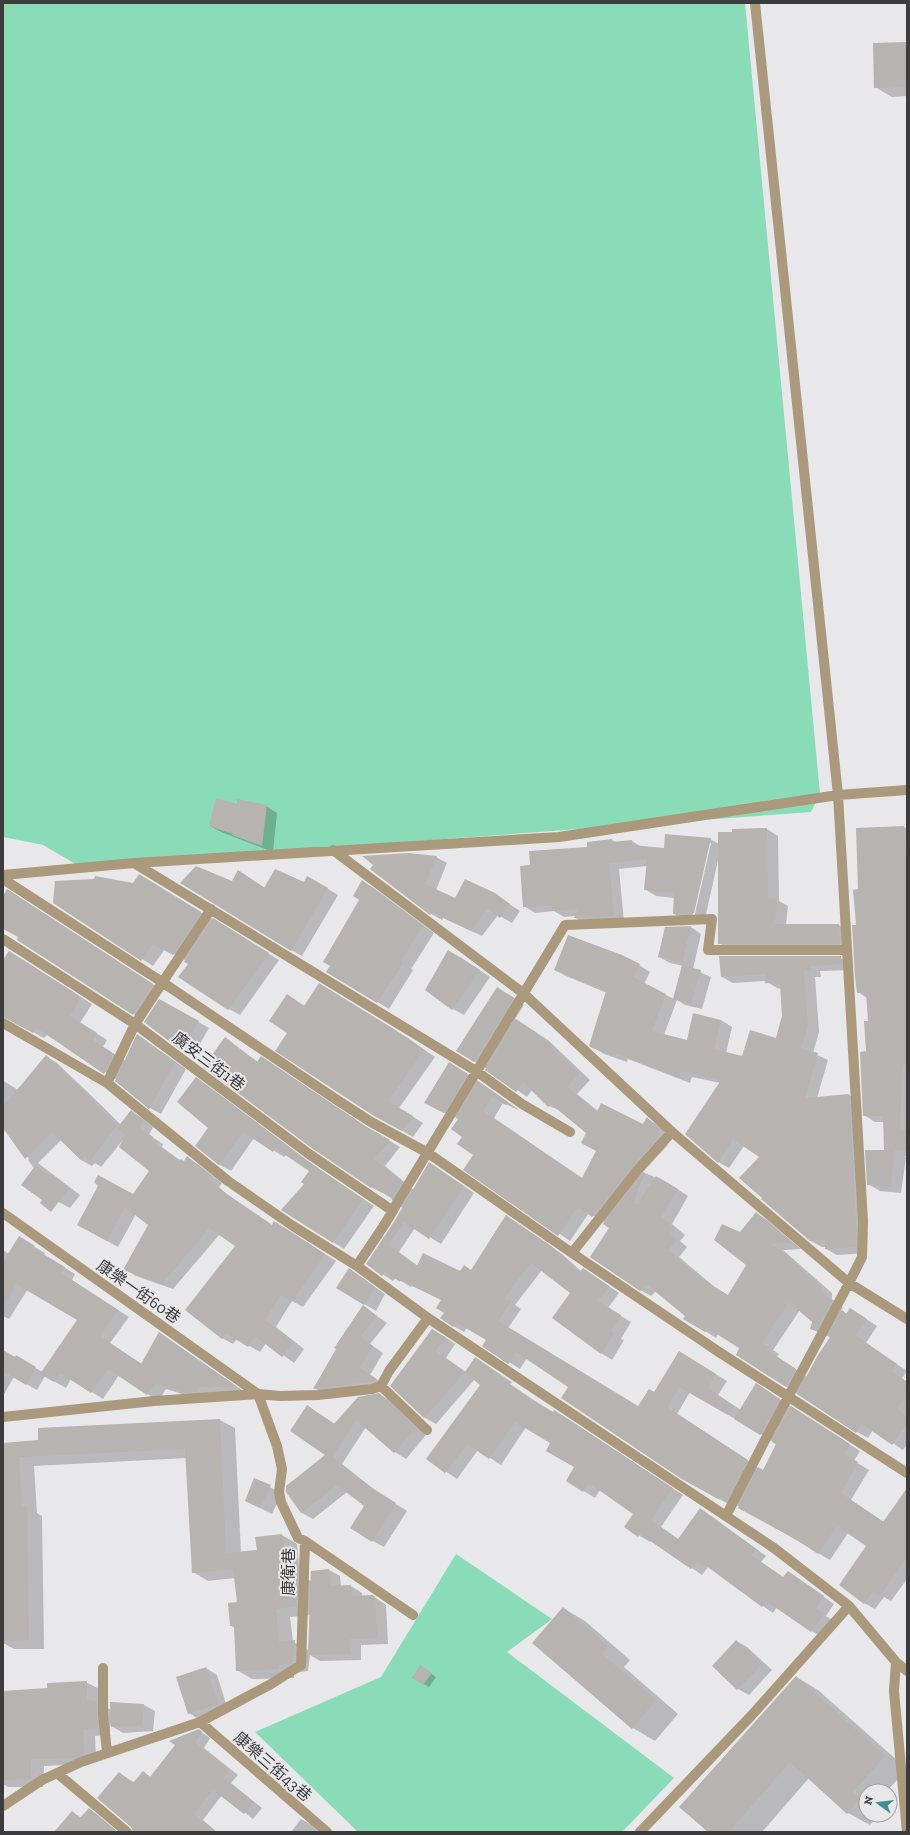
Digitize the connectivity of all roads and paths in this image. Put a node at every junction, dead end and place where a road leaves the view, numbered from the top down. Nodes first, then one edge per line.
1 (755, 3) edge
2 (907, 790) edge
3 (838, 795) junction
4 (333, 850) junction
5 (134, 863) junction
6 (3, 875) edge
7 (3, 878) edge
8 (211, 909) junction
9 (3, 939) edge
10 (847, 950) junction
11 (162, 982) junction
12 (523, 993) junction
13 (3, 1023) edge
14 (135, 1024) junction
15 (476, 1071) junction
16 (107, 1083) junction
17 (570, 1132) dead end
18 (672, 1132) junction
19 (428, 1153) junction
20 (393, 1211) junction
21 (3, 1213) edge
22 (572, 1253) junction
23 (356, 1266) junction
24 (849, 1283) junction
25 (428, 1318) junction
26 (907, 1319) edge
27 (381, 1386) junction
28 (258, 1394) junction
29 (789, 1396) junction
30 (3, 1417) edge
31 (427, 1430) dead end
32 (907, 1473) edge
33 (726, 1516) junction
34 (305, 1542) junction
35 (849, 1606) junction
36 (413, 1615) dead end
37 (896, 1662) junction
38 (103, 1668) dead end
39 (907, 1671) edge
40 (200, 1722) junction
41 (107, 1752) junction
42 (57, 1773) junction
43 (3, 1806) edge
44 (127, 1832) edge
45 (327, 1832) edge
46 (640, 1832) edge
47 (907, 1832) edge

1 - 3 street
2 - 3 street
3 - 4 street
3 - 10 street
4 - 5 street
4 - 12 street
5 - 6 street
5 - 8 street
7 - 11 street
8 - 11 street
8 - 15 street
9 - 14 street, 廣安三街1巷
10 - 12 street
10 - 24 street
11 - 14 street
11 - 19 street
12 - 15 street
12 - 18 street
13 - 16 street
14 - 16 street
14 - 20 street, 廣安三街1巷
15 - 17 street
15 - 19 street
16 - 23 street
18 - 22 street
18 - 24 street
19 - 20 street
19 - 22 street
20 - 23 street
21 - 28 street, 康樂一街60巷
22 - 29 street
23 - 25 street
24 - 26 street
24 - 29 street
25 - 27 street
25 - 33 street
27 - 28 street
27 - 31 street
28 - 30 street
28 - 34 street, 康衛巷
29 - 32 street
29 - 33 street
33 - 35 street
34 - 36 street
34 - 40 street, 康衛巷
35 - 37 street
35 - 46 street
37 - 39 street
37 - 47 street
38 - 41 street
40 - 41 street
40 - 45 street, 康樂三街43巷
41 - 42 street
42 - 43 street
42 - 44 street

....

Exercise goal → Looking at the entries above, report how many of their lines include "dead", and add nothing else.

Problem solution → 5